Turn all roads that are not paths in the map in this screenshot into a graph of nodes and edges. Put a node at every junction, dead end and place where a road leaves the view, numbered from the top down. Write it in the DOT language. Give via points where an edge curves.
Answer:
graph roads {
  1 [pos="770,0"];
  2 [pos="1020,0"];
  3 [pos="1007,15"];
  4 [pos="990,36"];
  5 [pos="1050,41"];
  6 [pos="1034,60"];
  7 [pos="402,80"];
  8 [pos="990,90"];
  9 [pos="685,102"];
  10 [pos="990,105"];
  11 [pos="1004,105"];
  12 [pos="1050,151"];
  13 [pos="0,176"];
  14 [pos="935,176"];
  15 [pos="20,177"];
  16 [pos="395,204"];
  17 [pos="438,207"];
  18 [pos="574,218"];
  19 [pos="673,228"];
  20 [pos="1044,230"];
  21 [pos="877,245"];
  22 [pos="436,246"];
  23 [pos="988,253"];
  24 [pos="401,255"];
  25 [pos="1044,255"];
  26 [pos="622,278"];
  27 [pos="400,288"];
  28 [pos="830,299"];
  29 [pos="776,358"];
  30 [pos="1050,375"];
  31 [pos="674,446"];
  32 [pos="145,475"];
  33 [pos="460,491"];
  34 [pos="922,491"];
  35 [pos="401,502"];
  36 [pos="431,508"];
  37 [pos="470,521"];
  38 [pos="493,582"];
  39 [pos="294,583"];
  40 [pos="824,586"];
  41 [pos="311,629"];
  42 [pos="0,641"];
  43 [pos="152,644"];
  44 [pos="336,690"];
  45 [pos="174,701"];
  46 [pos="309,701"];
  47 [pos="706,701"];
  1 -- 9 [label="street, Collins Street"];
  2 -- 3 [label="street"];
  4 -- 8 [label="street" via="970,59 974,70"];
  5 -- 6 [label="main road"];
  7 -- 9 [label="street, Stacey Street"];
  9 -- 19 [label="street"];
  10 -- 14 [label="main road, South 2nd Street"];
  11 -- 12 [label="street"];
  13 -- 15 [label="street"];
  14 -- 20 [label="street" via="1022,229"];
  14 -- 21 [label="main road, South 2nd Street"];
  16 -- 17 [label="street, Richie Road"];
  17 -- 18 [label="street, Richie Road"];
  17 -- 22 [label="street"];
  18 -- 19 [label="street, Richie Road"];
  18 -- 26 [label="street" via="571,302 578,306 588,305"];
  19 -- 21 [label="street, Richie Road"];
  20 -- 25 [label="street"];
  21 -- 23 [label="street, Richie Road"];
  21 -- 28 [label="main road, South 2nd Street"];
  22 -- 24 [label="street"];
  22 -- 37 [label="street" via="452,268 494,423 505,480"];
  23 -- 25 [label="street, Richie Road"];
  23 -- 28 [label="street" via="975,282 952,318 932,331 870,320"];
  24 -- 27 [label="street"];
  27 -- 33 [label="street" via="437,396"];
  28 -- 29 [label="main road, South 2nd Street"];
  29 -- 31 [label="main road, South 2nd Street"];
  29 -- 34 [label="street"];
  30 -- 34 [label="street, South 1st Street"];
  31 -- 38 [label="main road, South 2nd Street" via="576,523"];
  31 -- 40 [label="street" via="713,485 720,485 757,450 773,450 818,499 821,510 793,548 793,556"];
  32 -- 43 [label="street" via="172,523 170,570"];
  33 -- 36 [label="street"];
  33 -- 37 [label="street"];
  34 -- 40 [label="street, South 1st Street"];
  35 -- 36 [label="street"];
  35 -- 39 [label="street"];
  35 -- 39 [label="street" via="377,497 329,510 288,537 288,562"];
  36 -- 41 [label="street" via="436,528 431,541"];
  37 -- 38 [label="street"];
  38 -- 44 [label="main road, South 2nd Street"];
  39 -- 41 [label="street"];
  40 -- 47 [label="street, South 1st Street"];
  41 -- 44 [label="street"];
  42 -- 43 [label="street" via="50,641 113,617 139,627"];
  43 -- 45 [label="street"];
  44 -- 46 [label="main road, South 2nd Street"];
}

++++++++++

[Work to be completed]:
From the material above, copy out every line bearing the string "graph".

[Finished task]:
Turn all roads that are not paths in the map in this screenshot into a graph of nodes and edges. Put a node at every junction, dead end and place where a road leaves the view, numbered from the top down. Write it in the DOT language. Give via points where an edge curves.
graph roads {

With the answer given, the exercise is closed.